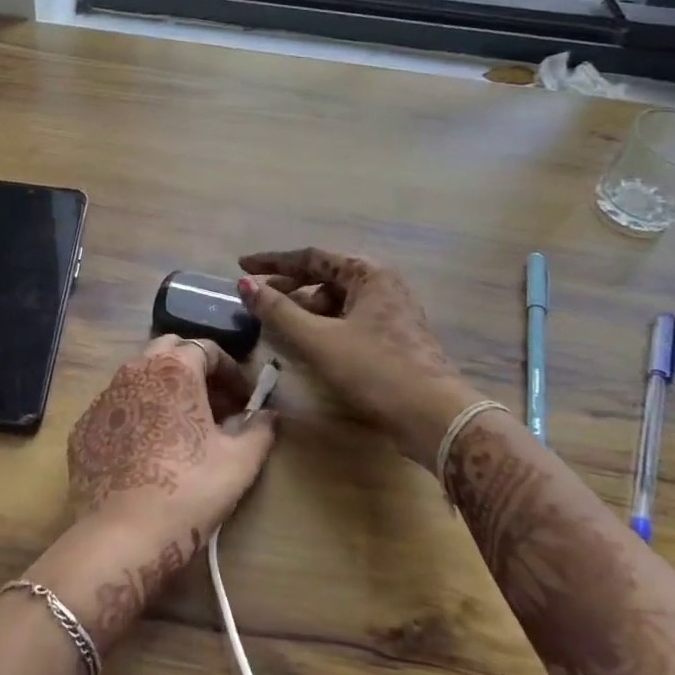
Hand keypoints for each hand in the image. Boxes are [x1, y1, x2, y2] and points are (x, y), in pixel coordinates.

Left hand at [26, 336, 276, 649]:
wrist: (122, 535)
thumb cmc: (188, 490)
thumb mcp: (239, 461)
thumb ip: (259, 430)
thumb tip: (269, 415)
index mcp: (174, 369)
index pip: (206, 348)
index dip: (231, 370)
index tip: (244, 398)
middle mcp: (133, 371)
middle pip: (168, 352)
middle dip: (194, 369)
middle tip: (214, 404)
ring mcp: (103, 398)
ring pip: (138, 377)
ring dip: (164, 390)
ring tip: (182, 426)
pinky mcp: (83, 427)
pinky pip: (116, 408)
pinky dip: (136, 415)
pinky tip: (147, 449)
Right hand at [237, 247, 474, 463]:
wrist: (433, 417)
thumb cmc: (374, 370)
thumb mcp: (318, 339)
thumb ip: (279, 311)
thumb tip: (246, 286)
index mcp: (368, 274)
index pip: (311, 257)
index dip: (272, 262)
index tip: (241, 266)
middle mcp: (382, 286)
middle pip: (324, 278)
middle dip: (287, 287)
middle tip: (256, 298)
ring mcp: (390, 313)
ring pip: (336, 302)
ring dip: (304, 310)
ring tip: (276, 325)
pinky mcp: (392, 340)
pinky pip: (347, 322)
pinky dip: (322, 327)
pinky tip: (305, 343)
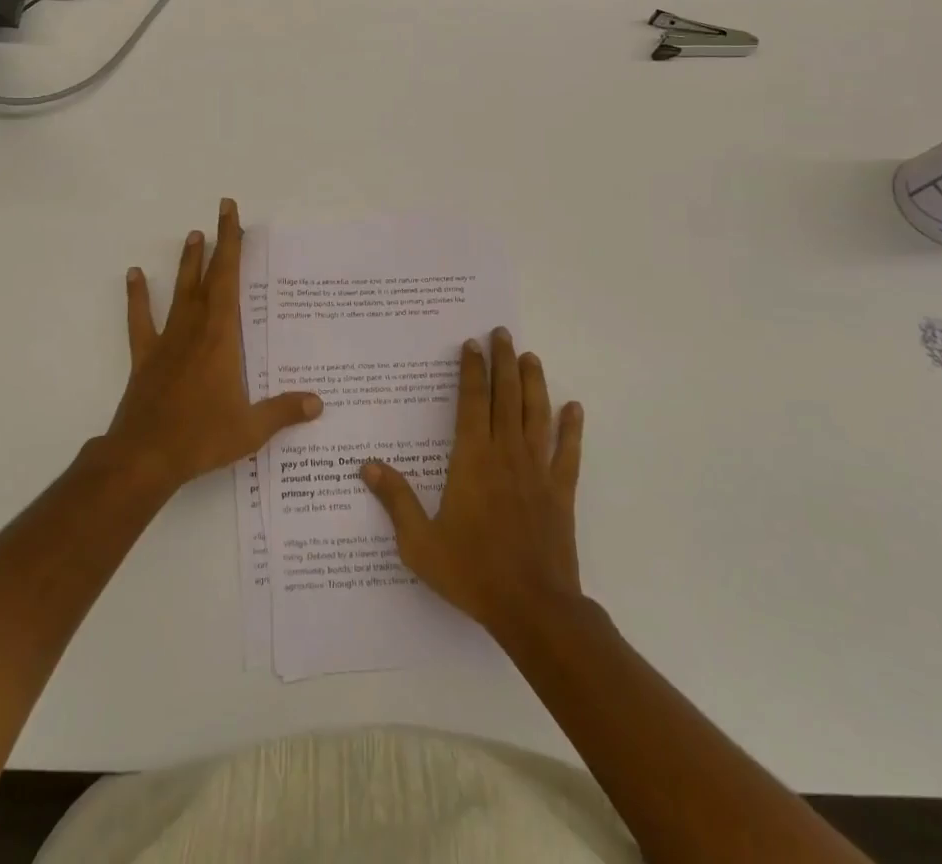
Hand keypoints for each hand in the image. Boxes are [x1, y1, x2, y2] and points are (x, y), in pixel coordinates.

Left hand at [102, 198, 321, 496]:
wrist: (145, 456)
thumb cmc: (201, 437)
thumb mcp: (250, 429)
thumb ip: (284, 412)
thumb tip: (318, 403)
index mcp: (221, 338)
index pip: (229, 280)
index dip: (231, 244)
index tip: (231, 213)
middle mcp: (194, 329)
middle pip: (208, 277)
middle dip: (217, 243)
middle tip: (220, 211)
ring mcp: (167, 341)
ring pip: (179, 292)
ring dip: (186, 263)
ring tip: (191, 235)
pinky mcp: (146, 357)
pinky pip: (141, 320)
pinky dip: (137, 297)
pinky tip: (135, 275)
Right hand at [362, 328, 583, 638]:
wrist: (533, 609)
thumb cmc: (472, 572)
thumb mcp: (420, 542)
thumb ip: (396, 500)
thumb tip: (366, 465)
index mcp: (472, 460)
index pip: (470, 403)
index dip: (471, 371)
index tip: (471, 344)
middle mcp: (506, 455)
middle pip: (506, 397)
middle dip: (503, 362)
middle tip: (502, 333)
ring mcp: (537, 471)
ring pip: (537, 415)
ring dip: (534, 383)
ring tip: (530, 357)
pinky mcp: (561, 492)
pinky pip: (569, 453)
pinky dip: (572, 429)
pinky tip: (575, 409)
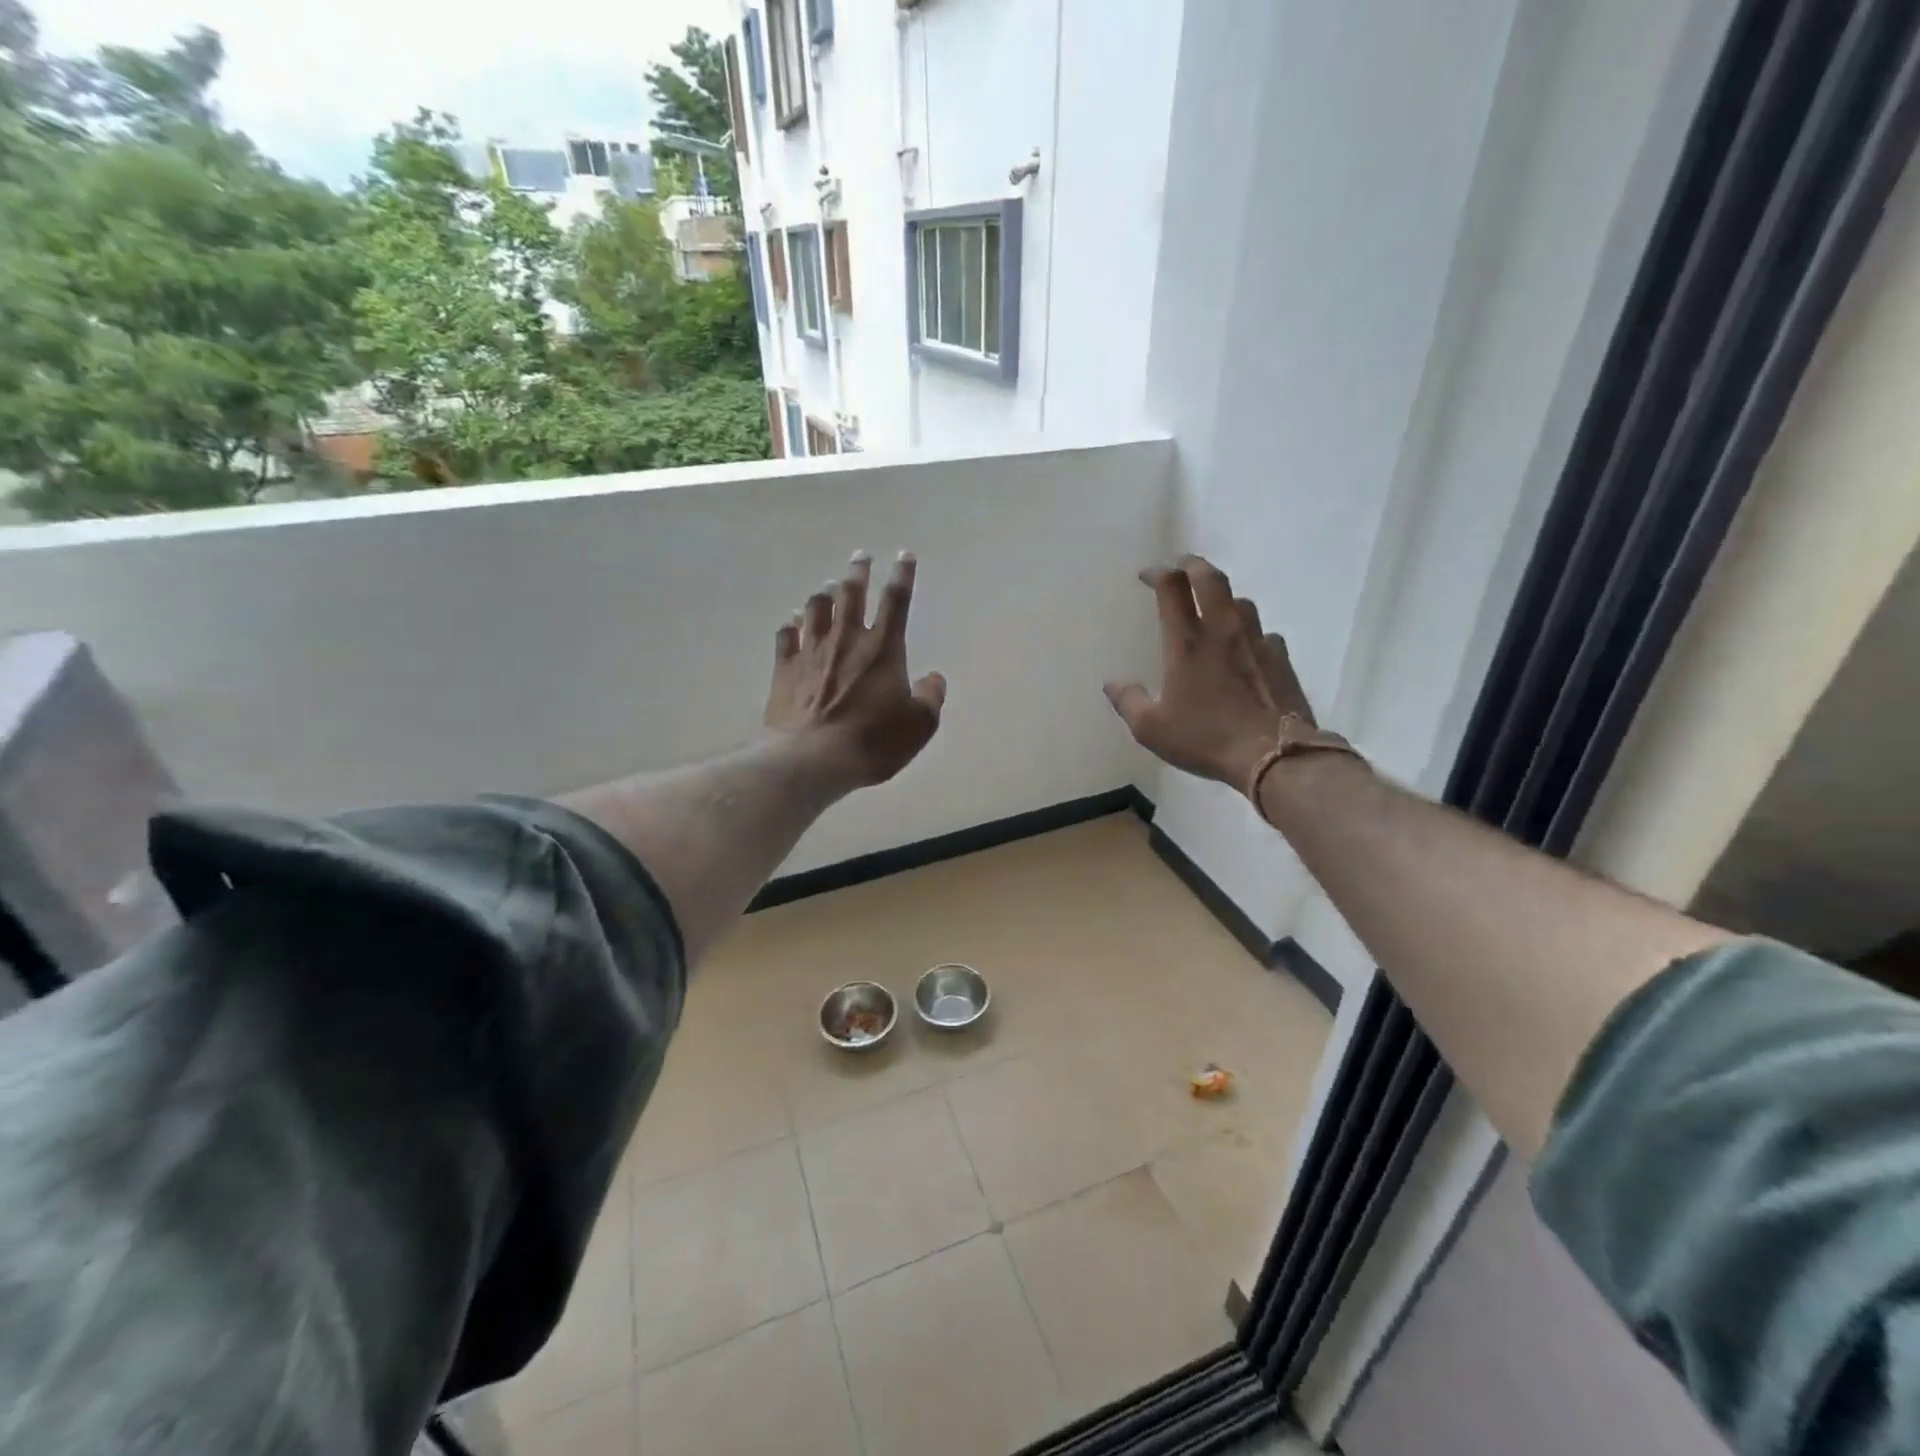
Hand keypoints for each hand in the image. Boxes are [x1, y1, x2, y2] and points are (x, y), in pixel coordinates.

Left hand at [766, 551, 946, 787]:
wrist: (812, 758)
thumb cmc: (872, 741)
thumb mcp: (918, 726)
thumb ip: (930, 698)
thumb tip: (934, 679)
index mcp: (883, 649)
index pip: (896, 601)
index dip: (902, 575)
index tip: (904, 555)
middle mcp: (846, 640)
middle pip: (851, 594)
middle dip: (858, 572)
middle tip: (860, 556)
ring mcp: (811, 652)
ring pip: (816, 608)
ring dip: (825, 594)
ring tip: (829, 586)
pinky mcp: (785, 669)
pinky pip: (786, 635)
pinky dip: (792, 624)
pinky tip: (793, 620)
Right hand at [1104, 555, 1313, 789]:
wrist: (1273, 754)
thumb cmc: (1205, 738)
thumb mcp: (1151, 729)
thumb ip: (1128, 701)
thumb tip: (1111, 683)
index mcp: (1186, 642)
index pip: (1171, 587)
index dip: (1157, 573)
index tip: (1147, 575)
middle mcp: (1222, 630)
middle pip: (1209, 578)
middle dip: (1192, 565)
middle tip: (1181, 566)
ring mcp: (1256, 640)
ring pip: (1240, 601)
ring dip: (1223, 596)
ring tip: (1214, 606)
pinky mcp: (1281, 658)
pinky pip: (1265, 632)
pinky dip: (1250, 631)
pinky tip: (1247, 646)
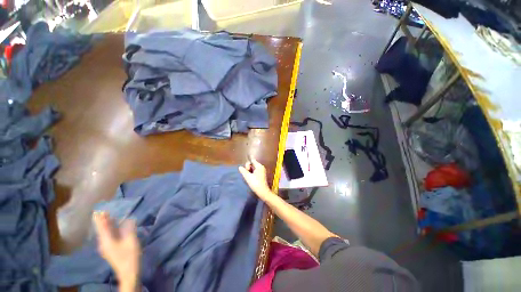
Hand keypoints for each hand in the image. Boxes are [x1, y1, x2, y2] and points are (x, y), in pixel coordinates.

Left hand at [93, 212, 140, 290]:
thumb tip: (128, 219)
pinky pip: (108, 236)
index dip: (100, 218)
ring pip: (104, 233)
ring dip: (106, 225)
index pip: (102, 227)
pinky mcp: (110, 249)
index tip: (99, 209)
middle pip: (102, 230)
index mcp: (107, 241)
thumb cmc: (129, 256)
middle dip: (102, 220)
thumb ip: (129, 229)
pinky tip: (113, 227)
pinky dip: (109, 230)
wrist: (128, 272)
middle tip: (103, 211)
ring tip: (107, 216)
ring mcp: (106, 247)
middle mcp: (104, 243)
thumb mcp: (131, 241)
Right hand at [239, 158, 272, 199]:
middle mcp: (261, 167)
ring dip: (249, 171)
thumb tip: (240, 167)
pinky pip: (255, 172)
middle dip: (248, 167)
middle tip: (246, 173)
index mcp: (259, 166)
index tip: (248, 155)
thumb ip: (243, 171)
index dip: (249, 159)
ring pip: (253, 168)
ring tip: (247, 176)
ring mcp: (262, 172)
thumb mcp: (248, 177)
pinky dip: (251, 173)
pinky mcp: (261, 176)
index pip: (252, 160)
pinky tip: (250, 178)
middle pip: (252, 164)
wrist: (263, 191)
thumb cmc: (255, 183)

■ ■ ■ ■ ■

Copy word for word the span of the records above that begins at the line with "ring mcp: (103, 398)" and ends at the line with "index tip: (904, 555)", including those two lines but not the pictures.

| FINISHED TASK |
ring mcp: (103, 398)
ring pip: (138, 377)
ring dip: (164, 390)
ring tip: (182, 426)
pinky mcp: (83, 427)
pinky pip: (116, 408)
pinky dip: (136, 415)
pinky tip: (147, 449)
Right hand at [237, 247, 474, 463]:
wrist: (433, 417)
thumb cmc: (374, 370)
thumb mcp: (318, 339)
thumb ip: (279, 311)
thumb tip: (246, 286)
index mcp: (368, 274)
index pip: (311, 257)
index dip: (272, 262)
index tip: (241, 266)
middle mcp: (382, 286)
middle pip: (324, 278)
middle dip: (287, 287)
middle tip: (256, 298)
ring mcp: (390, 313)
ring pip: (336, 302)
ring dip: (304, 310)
ring tip: (276, 325)
pinky mcp: (392, 340)
pinky pip: (347, 322)
pinky dip: (322, 327)
pinky tip: (305, 343)
Hand keypoints for each hand in the image. Boxes are [x1, y1, x2, y2] and points are (x, y), in pixel coordinates.

Left hand at [102, 198, 321, 496]:
wrist: (145, 456)
thumb cmc: (201, 437)
thumb mcp: (250, 429)
thumb ip: (284, 412)
thumb tip: (318, 403)
index mcp: (221, 338)
index pip: (229, 280)
index dip: (231, 244)
index tip: (231, 213)
middle mcp: (194, 329)
middle pip: (208, 277)
middle dip: (217, 243)
middle tip: (220, 211)
ring mcp: (167, 341)
ring pip: (179, 292)
ring dip: (186, 263)
ring tip: (191, 235)
pinky mcp: (146, 357)
pinky pip: (141, 320)
pinky dip: (137, 297)
pinky tip: (135, 275)
Right hand at [362, 328, 583, 638]:
wrist: (533, 609)
thumb cmc: (472, 572)
thumb mcp: (420, 542)
thumb ip: (396, 500)
thumb tip: (366, 465)
index mcp: (472, 460)
index pip: (470, 403)
index dip: (471, 371)
index tip: (471, 344)
middle mcp: (506, 455)
middle pip: (506, 397)
middle dip: (503, 362)
middle tip: (502, 333)
ring mcp: (537, 471)
ring pip: (537, 415)
ring dip: (534, 383)
ring tip: (530, 357)
pinky mcp: (561, 492)
pinky pip: (569, 453)
pinky dip: (572, 429)
pinky tip: (575, 409)
Hand keypoints for each hand in the image. Boxes are [x1, y1, x2, y2] and points are (x, y), in pixel coordinates.

Left hand at [766, 551, 946, 787]:
wrist: (812, 758)
thumb cmc: (872, 741)
thumb mcp: (918, 726)
thumb ip: (930, 698)
thumb tip: (934, 679)
index mcp: (883, 649)
index pip: (896, 601)
index dip: (902, 575)
index tip: (904, 555)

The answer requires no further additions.